THE MEDIA has always protected your rights.  Now the Internet has given you tools and a platform to take things in your own hands.  You have an instant access to a potentially worldwide audience.  Around the globe there is social networking, and sharing of cell phones and messages. 

Networking, blogging, and tweeting on face book and other web sites gives you a lot of pleasure in sharing your personal information with others on a social networking level.  It is another way your voice can also be heard about medical affairs.  

CONCLUSIONS

Privacy is not a one size fits all situations; data is accumulated and put in marketing buckets.   Sometimes you really are concerned about who gets your personal information and what happens to it.  Many times you don’t have the right to control a government entity, your employer, your insurance company, or your doctor from getting personal information. 

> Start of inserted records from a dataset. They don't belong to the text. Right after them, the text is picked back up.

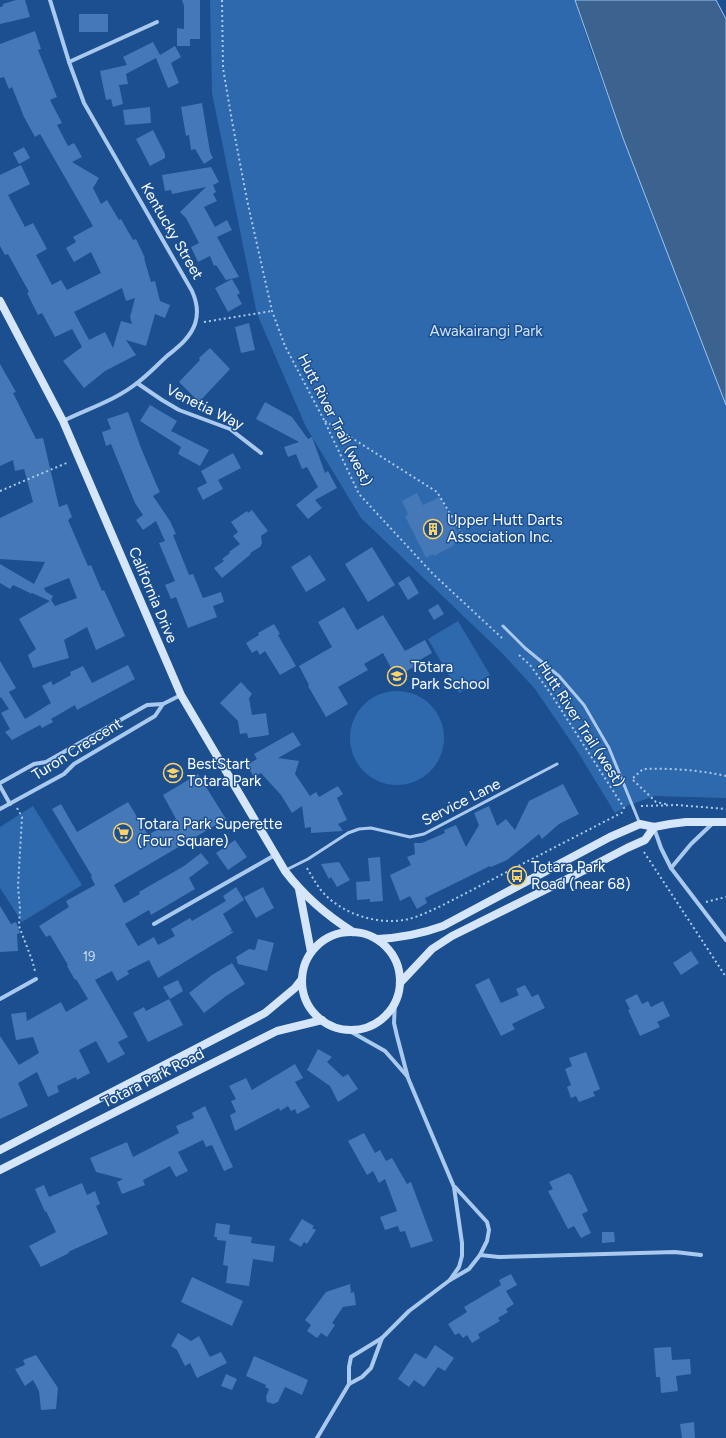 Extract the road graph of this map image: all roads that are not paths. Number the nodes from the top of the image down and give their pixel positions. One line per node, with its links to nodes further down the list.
1 (50, 0): 3 (street, Kentucky Street)
2 (157, 22): 3 (street)
3 (69, 62): 5 (street, Kentucky Street)
4 (0, 301): 6 (street, California Drive)
5 (137, 383): 6 (street, Kentucky Street); 7 (street, Venetia Way)
6 (63, 421): 9 (street, California Drive)
7 (261, 453)
8 (503, 626): 17 (lane)
9 (181, 695): 10 (street, Turon Crescent); 19 (street, California Drive)
10 (163, 704): 12 (street, Turon Crescent); 13 (street, Turon Crescent)
11 (557, 764): 21 (lane, Service Lane)
12 (0, 784): 13 (street)
13 (12, 803): 14 (street, Turon Crescent)
14 (0, 809)
15 (726, 822): 16 (street)
16 (714, 823): 18 (street); 20 (street)
17 (640, 824): 18 (street); 25 (street)
18 (654, 827): 20 (street); 30 (street)
19 (275, 855): 21 (street, California Drive); 23 (street)
20 (671, 868): 26 (street)
21 (285, 871): 22 (street, California Drive)
22 (299, 889): 24 (street, California Drive); 27 (street, California Drive)
23 (154, 924)
24 (353, 932): 25 (street); 27 (street)
25 (377, 939): 30 (street)
26 (726, 940)
27 (311, 952): 29 (street)
28 (36, 979): 31 (street)
29 (302, 979): 33 (street); 36 (street, Totara Park Road)
30 (400, 983): 32 (street)
31 (0, 999)
32 (395, 1001): 34 (street); 35 (street)
33 (322, 1020): 34 (street); 37 (street, Totara Park Road)
34 (346, 1029): 35 (street)
35 (408, 1078): 38 (street)
36 (0, 1150)
37 (0, 1170)
38 (454, 1187): 40 (street); 41 (street)
39 (701, 1254): 40 (street)
40 (480, 1255): 41 (street)
41 (450, 1280): 42 (street)
42 (382, 1338): 43 (street); 43 (street)
43 (349, 1384): 44 (street)
44 (317, 1438) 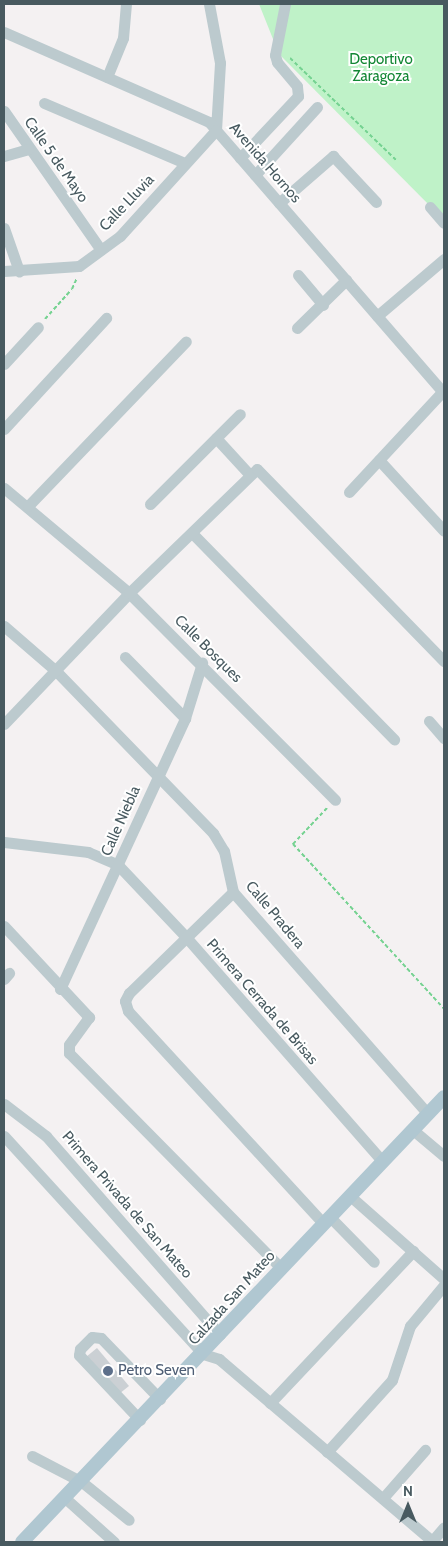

You, however, have some bargaining positions as you gain the tools and knowledge to protect yourself.  You must demand the same kind of information from the government that government demands from businesses and from you.  Disclosure rules are tightened all the time on labor practices, financial results and everything a business does.  Can’t we also get that same information about our government? 

As an investor, you have the right to have information about the company you own, about the products made and how they are made. 

Tell us Uncle Sam about your job related behavior, since we elected you and pay your salary.  Tell us about your conflicts of interest and what you do with your (our) time.  We want the same rights as patients that shareholders and customers have.   Perhaps we should have extra rights, since we are coerced into giving you so much data and have become so transparent.    Help us monitor, through our representatives,  what you do Uncle Sam with our personal data.   Let us audit how you manage and keep our data secure.

You must show your credit worthiness by giving private information to a company if you wish to purchase anything.  If they ask for too much data you can refuse to do business with them.  You also have a right to know what companies do with your data, and if you don’t like it you can move on.  Laws must be enforced to make companies actually follow their disclosed practices. You also have the right to information to check out your doctors and hospitals.

Team Obama’s quest for transparency doesn’t make things simple.  Your lives and medical affairs are as complicated as anyone cares to uncover.  Ambiguity exists in novels, history, political campaigns, compliments, divorces, lawsuits, and invitations to golf—and-- to your medical history.   

Silicone and hospital software will not make this ambiguity disappear.  In the past, what you did in private didn’t travel far from your doctor’s office, unless you were famous.  Now the concept of privacy is changing.  Unlike your parents, today you live a life in public, and can be hurt by erroneous information.